Stored data entries
⁂
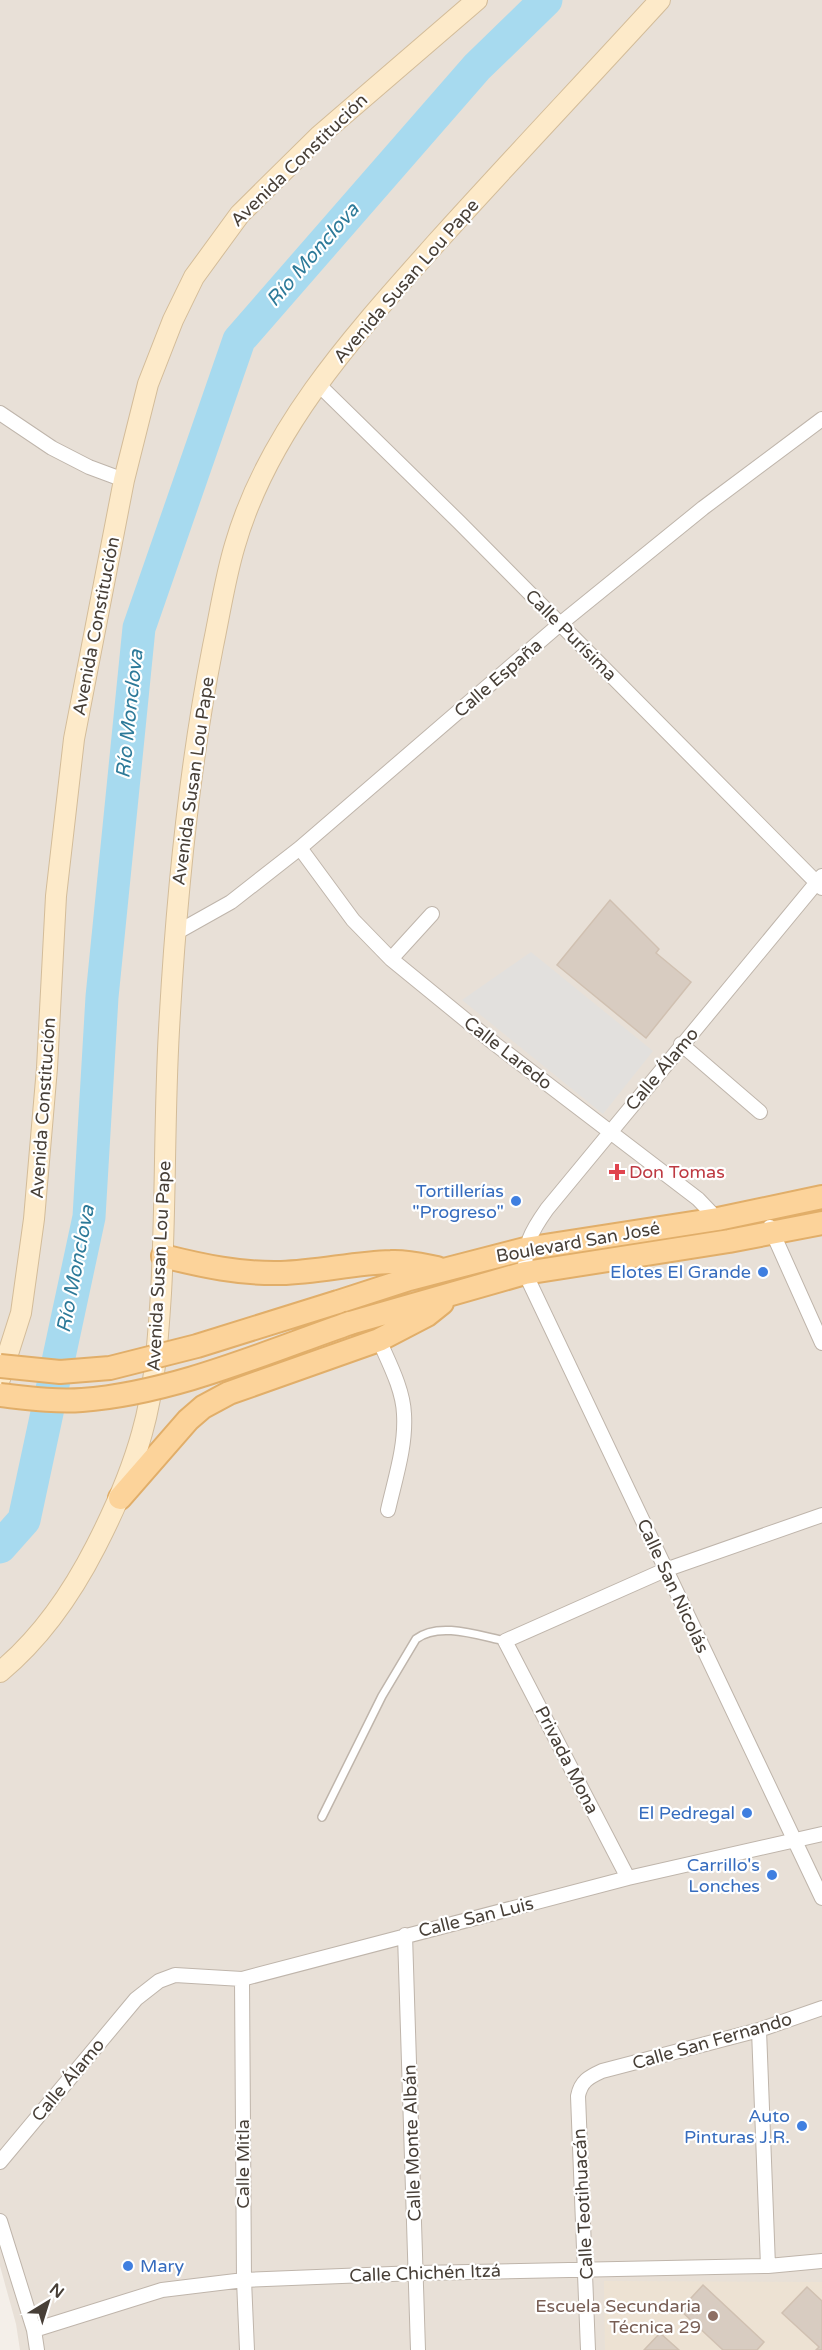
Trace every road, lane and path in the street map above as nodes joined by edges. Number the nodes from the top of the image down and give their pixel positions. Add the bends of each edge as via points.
1 (477, 0) edge
2 (660, 0) edge
3 (319, 385) junction
4 (0, 413) edge
5 (822, 419) edge
6 (124, 480) junction
7 (560, 624) junction
8 (300, 848) junction
9 (820, 882) edge
10 (432, 914) dead end
11 (174, 934) junction
12 (391, 959) junction
13 (681, 1044) junction
14 (760, 1112) dead end
15 (610, 1130) junction
16 (822, 1197) edge
17 (762, 1209) junction
18 (718, 1219) junction
19 (822, 1223) edge
20 (772, 1232) junction
21 (729, 1241) junction
22 (525, 1249) junction
23 (163, 1256) junction
24 (444, 1269) junction
25 (525, 1273) junction
26 (460, 1291) junction
27 (379, 1340) junction
28 (822, 1343) edge
29 (0, 1366) edge
30 (0, 1379) edge
31 (0, 1395) edge
32 (120, 1498) junction
33 (388, 1510) dead end
34 (822, 1515) edge
35 (665, 1570) junction
36 (506, 1641) junction
37 (0, 1672) edge
38 (322, 1817) dead end
39 (822, 1834) edge
40 (795, 1841) junction
41 (628, 1878) junction
42 (822, 1898) edge
43 (405, 1935) junction
44 (242, 1979) junction
45 (136, 1999) joint
46 (822, 2008) edge
47 (759, 2030) junction
48 (602, 2071) joint
49 (0, 2162) edge
50 (0, 2221) edge
51 (822, 2261) edge
52 (768, 2265) junction
53 (586, 2269) junction
54 (417, 2272) junction
55 (244, 2280) junction
56 (34, 2330) junction
57 (37, 2350) edge
58 (247, 2350) edge
59 (418, 2350) edge
60 (588, 2350) edge

1 - 6 main road, Avenida Constitución via 319,136 240,214 218,242 194,277 164,343 148,384
2 - 3 main road, Avenida Susan Lou Pape via 368,320
3 - 7 street, Calle Purísima
3 - 11 main road, Avenida Susan Lou Pape via 267,468 235,546 192,764
4 - 6 street via 52,448
5 - 7 street, Calle España via 703,508
6 - 30 main road, Avenida Constitución via 74,739 56,896 34,1219 21,1313
7 - 8 street, Calle España
7 - 9 street, Calle Purísima
8 - 11 street, Calle España via 231,902
8 - 12 street, Calle Laredo via 353,920
9 - 13 street, Calle Álamo
10 - 12 street
11 - 23 main road, Avenida Susan Lou Pape
12 - 15 street, Calle Laredo
13 - 14 street
13 - 15 street, Calle Álamo
15 - 18 street, Calle Laredo
15 - 22 street, Calle Álamo via 542,1216
16 - 17 main road, Boulevard San José
17 - 18 main road, Boulevard San José
17 - 20 street
18 - 21 street, Calle Laredo
18 - 22 main road, Boulevard San José
19 - 20 main road, Boulevard San José
20 - 21 main road, Boulevard San José
20 - 28 street
21 - 25 main road, Boulevard San José
22 - 24 main road, Boulevard San José
22 - 25 street, Calle Álamo
23 - 24 main road via 254,1274 391,1262
23 - 32 main road, Avenida Susan Lou Pape via 152,1387 143,1431
24 - 29 main road, Boulevard San José, bridge via 197,1346 110,1368 60,1372
25 - 26 main road, Boulevard San José
25 - 35 street, Calle San Nicolás
26 - 27 main road via 427,1315
26 - 31 main road, Boulevard San José, bridge via 350,1323 174,1383 118,1396 80,1400
27 - 32 main road via 229,1393 203,1407
27 - 33 street via 404,1412 399,1463
32 - 37 main road, Avenida Susan Lou Pape via 67,1595 42,1629
34 - 35 street
35 - 36 street
35 - 40 street, Calle San Nicolás
36 - 38 lane via 449,1631 425,1633 416,1639 382,1696
36 - 41 street, Privada Mona
39 - 40 street, Calle San Luis
40 - 41 street, Calle San Luis
40 - 42 street, Calle San Nicolás
41 - 43 street, Calle San Luis
43 - 44 street, Calle San Luis
43 - 54 street, Calle Monte Albán
44 - 45 street, Calle San Luis via 175,1975 159,1981
44 - 55 street, Calle Mitla
45 - 49 street, Calle Álamo
46 - 47 street, Calle San Fernando
47 - 48 street, Calle San Fernando
47 - 52 street
48 - 53 street, Calle Teotihuacán via 586,2078 578,2096
50 - 56 street
51 - 52 street, Calle Chichén Itzá
52 - 53 street, Calle Chichén Itzá
53 - 54 street, Calle Chichén Itzá
53 - 60 street, Calle Teotihuacán
54 - 55 street, Calle Chichén Itzá
54 - 59 street, Calle Monte Albán
55 - 56 street, Calle Chichén Itzá via 162,2290
55 - 58 street, Calle Mitla
56 - 57 street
⁂
Work instruction:
Every entry above is to be transcribed exactly, with all pictures left out.

Final answer:
Trace every road, lane and path in the street map above as nodes joined by edges. Number the nodes from the top of the image down and give their pixel positions. Add the bends of each edge as via points.
1 (477, 0) edge
2 (660, 0) edge
3 (319, 385) junction
4 (0, 413) edge
5 (822, 419) edge
6 (124, 480) junction
7 (560, 624) junction
8 (300, 848) junction
9 (820, 882) edge
10 (432, 914) dead end
11 (174, 934) junction
12 (391, 959) junction
13 (681, 1044) junction
14 (760, 1112) dead end
15 (610, 1130) junction
16 (822, 1197) edge
17 (762, 1209) junction
18 (718, 1219) junction
19 (822, 1223) edge
20 (772, 1232) junction
21 (729, 1241) junction
22 (525, 1249) junction
23 (163, 1256) junction
24 (444, 1269) junction
25 (525, 1273) junction
26 (460, 1291) junction
27 (379, 1340) junction
28 (822, 1343) edge
29 (0, 1366) edge
30 (0, 1379) edge
31 (0, 1395) edge
32 (120, 1498) junction
33 (388, 1510) dead end
34 (822, 1515) edge
35 (665, 1570) junction
36 (506, 1641) junction
37 (0, 1672) edge
38 (322, 1817) dead end
39 (822, 1834) edge
40 (795, 1841) junction
41 (628, 1878) junction
42 (822, 1898) edge
43 (405, 1935) junction
44 (242, 1979) junction
45 (136, 1999) joint
46 (822, 2008) edge
47 (759, 2030) junction
48 (602, 2071) joint
49 (0, 2162) edge
50 (0, 2221) edge
51 (822, 2261) edge
52 (768, 2265) junction
53 (586, 2269) junction
54 (417, 2272) junction
55 (244, 2280) junction
56 (34, 2330) junction
57 (37, 2350) edge
58 (247, 2350) edge
59 (418, 2350) edge
60 (588, 2350) edge

1 - 6 main road, Avenida Constitución via 319,136 240,214 218,242 194,277 164,343 148,384
2 - 3 main road, Avenida Susan Lou Pape via 368,320
3 - 7 street, Calle Purísima
3 - 11 main road, Avenida Susan Lou Pape via 267,468 235,546 192,764
4 - 6 street via 52,448
5 - 7 street, Calle España via 703,508
6 - 30 main road, Avenida Constitución via 74,739 56,896 34,1219 21,1313
7 - 8 street, Calle España
7 - 9 street, Calle Purísima
8 - 11 street, Calle España via 231,902
8 - 12 street, Calle Laredo via 353,920
9 - 13 street, Calle Álamo
10 - 12 street
11 - 23 main road, Avenida Susan Lou Pape
12 - 15 street, Calle Laredo
13 - 14 street
13 - 15 street, Calle Álamo
15 - 18 street, Calle Laredo
15 - 22 street, Calle Álamo via 542,1216
16 - 17 main road, Boulevard San José
17 - 18 main road, Boulevard San José
17 - 20 street
18 - 21 street, Calle Laredo
18 - 22 main road, Boulevard San José
19 - 20 main road, Boulevard San José
20 - 21 main road, Boulevard San José
20 - 28 street
21 - 25 main road, Boulevard San José
22 - 24 main road, Boulevard San José
22 - 25 street, Calle Álamo
23 - 24 main road via 254,1274 391,1262
23 - 32 main road, Avenida Susan Lou Pape via 152,1387 143,1431
24 - 29 main road, Boulevard San José, bridge via 197,1346 110,1368 60,1372
25 - 26 main road, Boulevard San José
25 - 35 street, Calle San Nicolás
26 - 27 main road via 427,1315
26 - 31 main road, Boulevard San José, bridge via 350,1323 174,1383 118,1396 80,1400
27 - 32 main road via 229,1393 203,1407
27 - 33 street via 404,1412 399,1463
32 - 37 main road, Avenida Susan Lou Pape via 67,1595 42,1629
34 - 35 street
35 - 36 street
35 - 40 street, Calle San Nicolás
36 - 38 lane via 449,1631 425,1633 416,1639 382,1696
36 - 41 street, Privada Mona
39 - 40 street, Calle San Luis
40 - 41 street, Calle San Luis
40 - 42 street, Calle San Nicolás
41 - 43 street, Calle San Luis
43 - 44 street, Calle San Luis
43 - 54 street, Calle Monte Albán
44 - 45 street, Calle San Luis via 175,1975 159,1981
44 - 55 street, Calle Mitla
45 - 49 street, Calle Álamo
46 - 47 street, Calle San Fernando
47 - 48 street, Calle San Fernando
47 - 52 street
48 - 53 street, Calle Teotihuacán via 586,2078 578,2096
50 - 56 street
51 - 52 street, Calle Chichén Itzá
52 - 53 street, Calle Chichén Itzá
53 - 54 street, Calle Chichén Itzá
53 - 60 street, Calle Teotihuacán
54 - 55 street, Calle Chichén Itzá
54 - 59 street, Calle Monte Albán
55 - 56 street, Calle Chichén Itzá via 162,2290
55 - 58 street, Calle Mitla
56 - 57 street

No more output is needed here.